Her mental powers, however, are now focused on preserving the environment. Last week, she received a prestigious international award for her campaign to mitigate the impact on her native Georgia of an oil pipeline being constructed by a consortium led by the British oil giant BP.

Work on one of the most contentious stretches of the 1,750 km line is due to start shortly and Ms. Kochladze (32), is at the forefront of legal battles to steer it away from the landslip-prone fringes of Borjomi national park.

The Goldman prizes are worth $125,000 to each recipient. They have been described as ``the Nobel prize for the environment''. Six are given out each year to grassroots activists who have advanced conservation causes and resisted exploitation of vulnerable natural habitats.

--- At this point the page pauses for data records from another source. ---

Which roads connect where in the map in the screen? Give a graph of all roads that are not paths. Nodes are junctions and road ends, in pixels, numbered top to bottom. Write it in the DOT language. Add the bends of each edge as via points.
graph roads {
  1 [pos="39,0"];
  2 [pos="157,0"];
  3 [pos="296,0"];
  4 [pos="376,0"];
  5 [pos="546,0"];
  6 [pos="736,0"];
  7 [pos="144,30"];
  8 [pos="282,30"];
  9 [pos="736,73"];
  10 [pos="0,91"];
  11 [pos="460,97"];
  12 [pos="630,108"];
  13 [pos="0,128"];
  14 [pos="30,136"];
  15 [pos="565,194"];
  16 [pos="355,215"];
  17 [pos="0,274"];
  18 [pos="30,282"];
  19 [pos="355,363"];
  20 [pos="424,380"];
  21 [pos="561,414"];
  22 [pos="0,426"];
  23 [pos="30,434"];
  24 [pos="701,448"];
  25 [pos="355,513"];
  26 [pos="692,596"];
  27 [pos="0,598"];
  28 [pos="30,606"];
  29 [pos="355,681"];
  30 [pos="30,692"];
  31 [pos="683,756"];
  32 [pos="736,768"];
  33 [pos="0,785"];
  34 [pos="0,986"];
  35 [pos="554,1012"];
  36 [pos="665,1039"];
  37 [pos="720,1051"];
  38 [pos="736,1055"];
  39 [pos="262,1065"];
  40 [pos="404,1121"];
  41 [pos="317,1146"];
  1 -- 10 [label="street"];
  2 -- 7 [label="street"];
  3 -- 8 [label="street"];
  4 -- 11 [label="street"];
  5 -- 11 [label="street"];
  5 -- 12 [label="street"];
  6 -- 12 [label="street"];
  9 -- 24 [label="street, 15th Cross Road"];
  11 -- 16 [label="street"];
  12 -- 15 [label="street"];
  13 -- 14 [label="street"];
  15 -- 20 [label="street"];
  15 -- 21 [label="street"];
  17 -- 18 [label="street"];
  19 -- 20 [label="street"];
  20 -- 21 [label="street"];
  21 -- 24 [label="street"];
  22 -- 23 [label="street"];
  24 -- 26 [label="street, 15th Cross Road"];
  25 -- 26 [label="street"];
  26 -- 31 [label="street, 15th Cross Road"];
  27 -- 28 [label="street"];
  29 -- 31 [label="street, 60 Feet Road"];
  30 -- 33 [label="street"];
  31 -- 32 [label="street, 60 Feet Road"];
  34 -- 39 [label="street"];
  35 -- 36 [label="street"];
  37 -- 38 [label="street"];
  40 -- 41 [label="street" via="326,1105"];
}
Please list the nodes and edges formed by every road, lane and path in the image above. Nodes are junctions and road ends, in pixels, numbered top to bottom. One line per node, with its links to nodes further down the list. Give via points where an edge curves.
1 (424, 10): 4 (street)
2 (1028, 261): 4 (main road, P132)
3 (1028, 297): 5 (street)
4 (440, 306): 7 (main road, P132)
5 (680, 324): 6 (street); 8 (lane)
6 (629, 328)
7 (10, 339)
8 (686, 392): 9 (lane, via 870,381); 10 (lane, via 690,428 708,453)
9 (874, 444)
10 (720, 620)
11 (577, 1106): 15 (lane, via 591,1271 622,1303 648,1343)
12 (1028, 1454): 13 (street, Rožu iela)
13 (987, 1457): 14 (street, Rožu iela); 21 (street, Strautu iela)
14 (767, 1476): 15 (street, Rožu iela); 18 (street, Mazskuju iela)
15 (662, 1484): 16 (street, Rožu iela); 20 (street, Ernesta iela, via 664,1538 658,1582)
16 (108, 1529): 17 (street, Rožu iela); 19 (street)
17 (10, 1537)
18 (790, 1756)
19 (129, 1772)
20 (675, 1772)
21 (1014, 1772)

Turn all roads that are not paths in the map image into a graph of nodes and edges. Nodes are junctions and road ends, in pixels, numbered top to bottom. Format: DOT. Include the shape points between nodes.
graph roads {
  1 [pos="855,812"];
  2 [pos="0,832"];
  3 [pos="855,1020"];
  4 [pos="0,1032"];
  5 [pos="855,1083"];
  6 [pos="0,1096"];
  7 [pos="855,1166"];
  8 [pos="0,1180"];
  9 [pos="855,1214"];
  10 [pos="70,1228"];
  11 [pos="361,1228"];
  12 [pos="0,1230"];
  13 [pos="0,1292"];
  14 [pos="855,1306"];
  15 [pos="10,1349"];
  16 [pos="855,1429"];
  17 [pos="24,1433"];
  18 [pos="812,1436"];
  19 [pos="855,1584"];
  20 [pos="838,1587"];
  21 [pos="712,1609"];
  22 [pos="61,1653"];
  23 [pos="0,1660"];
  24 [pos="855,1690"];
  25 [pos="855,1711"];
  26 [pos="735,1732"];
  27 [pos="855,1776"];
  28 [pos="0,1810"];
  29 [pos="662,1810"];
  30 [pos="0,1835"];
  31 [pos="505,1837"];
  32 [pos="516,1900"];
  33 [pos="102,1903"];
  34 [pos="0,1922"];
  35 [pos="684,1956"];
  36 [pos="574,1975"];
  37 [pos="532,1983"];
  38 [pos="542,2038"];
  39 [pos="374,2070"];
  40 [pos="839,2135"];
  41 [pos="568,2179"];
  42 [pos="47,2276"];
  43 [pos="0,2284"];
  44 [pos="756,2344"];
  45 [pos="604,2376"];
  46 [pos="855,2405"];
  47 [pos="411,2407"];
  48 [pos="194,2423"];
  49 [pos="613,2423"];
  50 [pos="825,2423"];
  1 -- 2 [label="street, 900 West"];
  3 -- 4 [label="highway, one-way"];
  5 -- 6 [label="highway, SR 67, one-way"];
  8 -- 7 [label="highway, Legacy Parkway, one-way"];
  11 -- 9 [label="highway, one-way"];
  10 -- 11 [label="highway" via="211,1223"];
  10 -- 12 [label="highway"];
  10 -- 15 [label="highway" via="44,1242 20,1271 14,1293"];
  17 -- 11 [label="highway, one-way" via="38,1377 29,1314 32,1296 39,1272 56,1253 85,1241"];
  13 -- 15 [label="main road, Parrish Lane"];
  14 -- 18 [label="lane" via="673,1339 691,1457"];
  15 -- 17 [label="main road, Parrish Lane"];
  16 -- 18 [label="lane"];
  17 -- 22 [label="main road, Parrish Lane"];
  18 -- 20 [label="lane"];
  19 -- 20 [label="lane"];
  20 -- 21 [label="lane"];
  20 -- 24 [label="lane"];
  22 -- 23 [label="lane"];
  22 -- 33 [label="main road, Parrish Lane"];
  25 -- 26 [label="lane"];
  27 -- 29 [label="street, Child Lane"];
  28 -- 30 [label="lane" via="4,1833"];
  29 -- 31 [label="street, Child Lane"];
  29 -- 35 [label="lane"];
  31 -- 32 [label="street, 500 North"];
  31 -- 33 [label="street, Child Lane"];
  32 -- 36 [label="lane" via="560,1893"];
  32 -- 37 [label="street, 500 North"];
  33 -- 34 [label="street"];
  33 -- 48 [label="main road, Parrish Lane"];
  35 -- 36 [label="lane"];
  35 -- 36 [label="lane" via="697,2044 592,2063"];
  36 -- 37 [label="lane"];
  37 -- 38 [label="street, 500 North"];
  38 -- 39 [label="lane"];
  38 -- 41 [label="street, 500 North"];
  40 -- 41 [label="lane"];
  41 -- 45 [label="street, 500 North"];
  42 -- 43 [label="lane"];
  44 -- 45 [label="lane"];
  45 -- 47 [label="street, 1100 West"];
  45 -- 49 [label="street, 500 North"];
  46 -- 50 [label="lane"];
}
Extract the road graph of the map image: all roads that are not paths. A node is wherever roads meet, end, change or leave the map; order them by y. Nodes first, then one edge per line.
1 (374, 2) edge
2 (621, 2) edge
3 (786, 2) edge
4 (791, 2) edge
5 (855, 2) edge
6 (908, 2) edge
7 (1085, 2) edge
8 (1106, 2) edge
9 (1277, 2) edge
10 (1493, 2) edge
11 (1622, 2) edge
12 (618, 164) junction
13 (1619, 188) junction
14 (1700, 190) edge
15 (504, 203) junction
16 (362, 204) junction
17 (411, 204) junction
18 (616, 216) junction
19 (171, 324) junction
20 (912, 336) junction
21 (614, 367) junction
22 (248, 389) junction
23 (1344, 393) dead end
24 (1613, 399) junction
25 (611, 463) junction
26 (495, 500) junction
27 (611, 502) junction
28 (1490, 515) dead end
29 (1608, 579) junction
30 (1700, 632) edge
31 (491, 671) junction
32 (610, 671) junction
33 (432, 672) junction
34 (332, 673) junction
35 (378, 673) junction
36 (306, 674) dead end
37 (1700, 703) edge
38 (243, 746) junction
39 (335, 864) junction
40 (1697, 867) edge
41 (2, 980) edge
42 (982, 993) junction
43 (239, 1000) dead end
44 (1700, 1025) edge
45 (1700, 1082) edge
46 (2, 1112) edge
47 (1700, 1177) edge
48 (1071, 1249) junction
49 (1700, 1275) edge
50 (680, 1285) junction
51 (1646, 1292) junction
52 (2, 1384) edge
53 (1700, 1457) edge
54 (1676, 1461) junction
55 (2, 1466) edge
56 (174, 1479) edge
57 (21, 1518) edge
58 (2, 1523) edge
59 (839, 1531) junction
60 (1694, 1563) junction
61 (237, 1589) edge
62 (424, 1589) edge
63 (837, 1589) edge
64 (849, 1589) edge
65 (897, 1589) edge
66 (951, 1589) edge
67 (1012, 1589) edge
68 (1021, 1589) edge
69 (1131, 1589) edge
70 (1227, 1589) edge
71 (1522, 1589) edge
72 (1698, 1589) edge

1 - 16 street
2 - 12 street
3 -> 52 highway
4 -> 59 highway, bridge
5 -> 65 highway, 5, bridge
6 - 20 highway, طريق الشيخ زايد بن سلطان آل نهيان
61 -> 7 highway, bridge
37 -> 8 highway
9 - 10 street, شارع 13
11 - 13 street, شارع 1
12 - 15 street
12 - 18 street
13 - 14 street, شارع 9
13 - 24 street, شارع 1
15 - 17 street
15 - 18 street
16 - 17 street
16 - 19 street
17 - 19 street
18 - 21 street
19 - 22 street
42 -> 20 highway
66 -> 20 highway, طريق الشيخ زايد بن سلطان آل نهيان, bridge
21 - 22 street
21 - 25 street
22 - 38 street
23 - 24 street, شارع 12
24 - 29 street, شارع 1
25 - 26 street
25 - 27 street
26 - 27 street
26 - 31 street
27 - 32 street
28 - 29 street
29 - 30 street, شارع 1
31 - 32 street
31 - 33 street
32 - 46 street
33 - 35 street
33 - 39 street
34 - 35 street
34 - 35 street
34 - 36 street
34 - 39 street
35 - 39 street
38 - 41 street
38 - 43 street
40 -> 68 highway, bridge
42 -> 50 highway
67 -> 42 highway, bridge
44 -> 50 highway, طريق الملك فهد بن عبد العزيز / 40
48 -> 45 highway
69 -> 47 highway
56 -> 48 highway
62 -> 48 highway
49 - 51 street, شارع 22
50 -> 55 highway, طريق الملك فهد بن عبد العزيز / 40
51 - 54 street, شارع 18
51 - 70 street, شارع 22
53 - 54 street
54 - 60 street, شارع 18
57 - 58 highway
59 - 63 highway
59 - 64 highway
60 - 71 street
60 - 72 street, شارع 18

The citation for her prize from the San Francisco-based organisation declares: ``Her fearlessness and tenacity in the face of widespread government corruption and industry interests have won critical concessions to protect local villagers and have prevented the environment from being steamrolled''.

The Baku-Tbilisi-Ceyhan (BTC) pipeline will eventually pump a million barrels of oil a day 1,087 miles from the Caspian Sea's gushing wells to Turkey's Mediterranean coast. British-based human rights and environmental groups have also been at the forefront of the protest movement, warning that the subterranean pipeline may reignite ethnic conflicts, threaten pollution and accelerate global warming.

The project is underwritten by, among others, Britain's export credit guarantee department. Ms. Kochladze, who founded the Georgian watchdog group Green Alternative, helped to compile a 220-page dossier that alleged the project breaches World Bank lending guidelines on 173 separate counts, including failure to consider the danger of earthquakes or oil spills in the Turkish port of Ceyhan. It also argued that consultation with affected villages had been inadequate.

Ms. Kochladze says that science for science's sake felt like a luxury compared to the immediate social and environmental crises facing her people.

Her new profession has not made her universally popular. ``I have been described in the Georgian media as a Russian spy for opposing the pipeline and also been accused of working for the Americans and Iranians,'' she says.

But she is adamant that she has her country's best interests at heart. ``The oil is only going through Georgia, and has zero benefit (for most people) and little benefit for the state.

The environmental danger, however, is quite high compared to the income.

``There's a real threat to the Borjomi national park. The local mineral water brand brings in more money than the pipeline ever will. It's a tourist area, part of our cultural heritage. The water firm employs about 25 per cent of the local population.

``Oil spills could result in job losses. It's an area subject to landslips. The experts told them not to put the pipeline there. If any oil leaked out it would be catastrophic. It would pollute the source of the mineral water.

``We never had any hope that we could stop this pipeline,'' she says. ``The issue was to ensure that it was in compliance with the highest international standards. Unfortunately, it is far below them. - Guardian Newspapers Limited 2004.